Le lendemain matin, je me suis levée et par habitude, direction réflexe ... le nid .... Et j’ai réalisé qu’il n’était plus là. Plus de câlins, de mots doux, son petit corps tout chaud dans ma main ... un peu de vague à l’âme et de manque ... difficile de rester sans savoir s’il va bien et s’il a bien pris complètement son envol .... Il est tout seul désormais et ne peut compter que sur ses propres ressources, sur son instinct pour se nourrir seul, suivre les meilleurs courants, trouver son chemin ... Je ne peux plus rien pour lui, si ce n’est lui envoyer du soutien par la pensée et le coeur ... et le confier à l’Univers. Il est désormais entre les mains de la Vie, de l’Univers. Un sourire me gagne, il est libre et vit sa condition d’oiseau.

Et là, BING BANG intérieur, conscience du sens de ces mots applicables à des situations de nos vies.

Nous avons tous et toutes à un moment dû accepter le départ de quelqu’un que l’on aime très fort,

tout simplement parce que nous avons accompagné une petite âme qui prend son envol pour vivre sa vie d’adulte,

tout simplement parce notre "toujours" s'arrête et que nos chemins nous emmènent dans des directions différentes pour notre propre épanouissement personnel.

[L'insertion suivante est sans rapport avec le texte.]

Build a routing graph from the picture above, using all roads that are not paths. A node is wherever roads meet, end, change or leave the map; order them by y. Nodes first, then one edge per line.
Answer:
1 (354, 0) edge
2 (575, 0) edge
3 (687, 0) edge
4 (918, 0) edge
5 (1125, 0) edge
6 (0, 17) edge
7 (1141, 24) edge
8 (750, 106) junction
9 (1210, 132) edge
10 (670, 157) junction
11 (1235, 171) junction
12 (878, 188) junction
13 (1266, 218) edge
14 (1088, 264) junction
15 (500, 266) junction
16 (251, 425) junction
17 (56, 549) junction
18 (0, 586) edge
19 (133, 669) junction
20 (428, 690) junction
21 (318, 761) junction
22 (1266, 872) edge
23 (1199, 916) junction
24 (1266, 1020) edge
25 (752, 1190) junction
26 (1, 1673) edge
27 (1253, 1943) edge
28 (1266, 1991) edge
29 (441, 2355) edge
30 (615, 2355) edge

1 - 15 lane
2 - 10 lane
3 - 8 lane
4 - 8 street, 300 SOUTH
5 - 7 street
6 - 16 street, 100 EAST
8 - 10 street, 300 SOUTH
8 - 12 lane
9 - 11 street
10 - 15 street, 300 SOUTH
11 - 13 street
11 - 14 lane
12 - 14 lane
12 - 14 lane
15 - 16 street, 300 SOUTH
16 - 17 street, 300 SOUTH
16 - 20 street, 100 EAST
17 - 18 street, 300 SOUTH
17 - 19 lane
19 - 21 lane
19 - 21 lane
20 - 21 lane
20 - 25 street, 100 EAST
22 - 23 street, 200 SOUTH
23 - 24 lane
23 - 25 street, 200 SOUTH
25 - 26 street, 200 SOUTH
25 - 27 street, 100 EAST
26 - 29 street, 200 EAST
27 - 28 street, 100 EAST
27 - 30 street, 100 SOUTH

Et cela nous brise le coeur. Nous regardons avec objectivité la situation, nous faisons le constat que ce départ, cette séparation est juste et nécessaire ... mais nous l’appréhendons, nous entrons en conflit intérieur avec la partie de nous qui REFUSE CATEGORIQUEMENT CE DEPART, nous nous laissons envahir par la peine, la colère, la peur de perdre ce que l’on a connu et vécu, notre sécurité. Nous nous sentons perdus. IMPUISSANTS.

Le manque de cette personne dans notre quotidien, toutes nos petites habitudes pleines d’elle, avoir peur pour elle ... comment dépasser cela ?

En se mettant tout simplement à la place de l’Autre. Son envol va lui permettre de tracer sa propre route, d’identifier ses besoins, de découvrir ses ressources, sa façon de «voler», d’être autonome et libre. DE GRANDIR ... Nous devons lui faire confiance pour prendre soin de lui comme un grand.

En faisant confiance à l’Univers : de même que nous savons qu’il nous amène le meilleur pour nous permettre de nous révéler et de nous réaliser, alors il en est de même pour celui qui part. S’en remettre au Grand Plan.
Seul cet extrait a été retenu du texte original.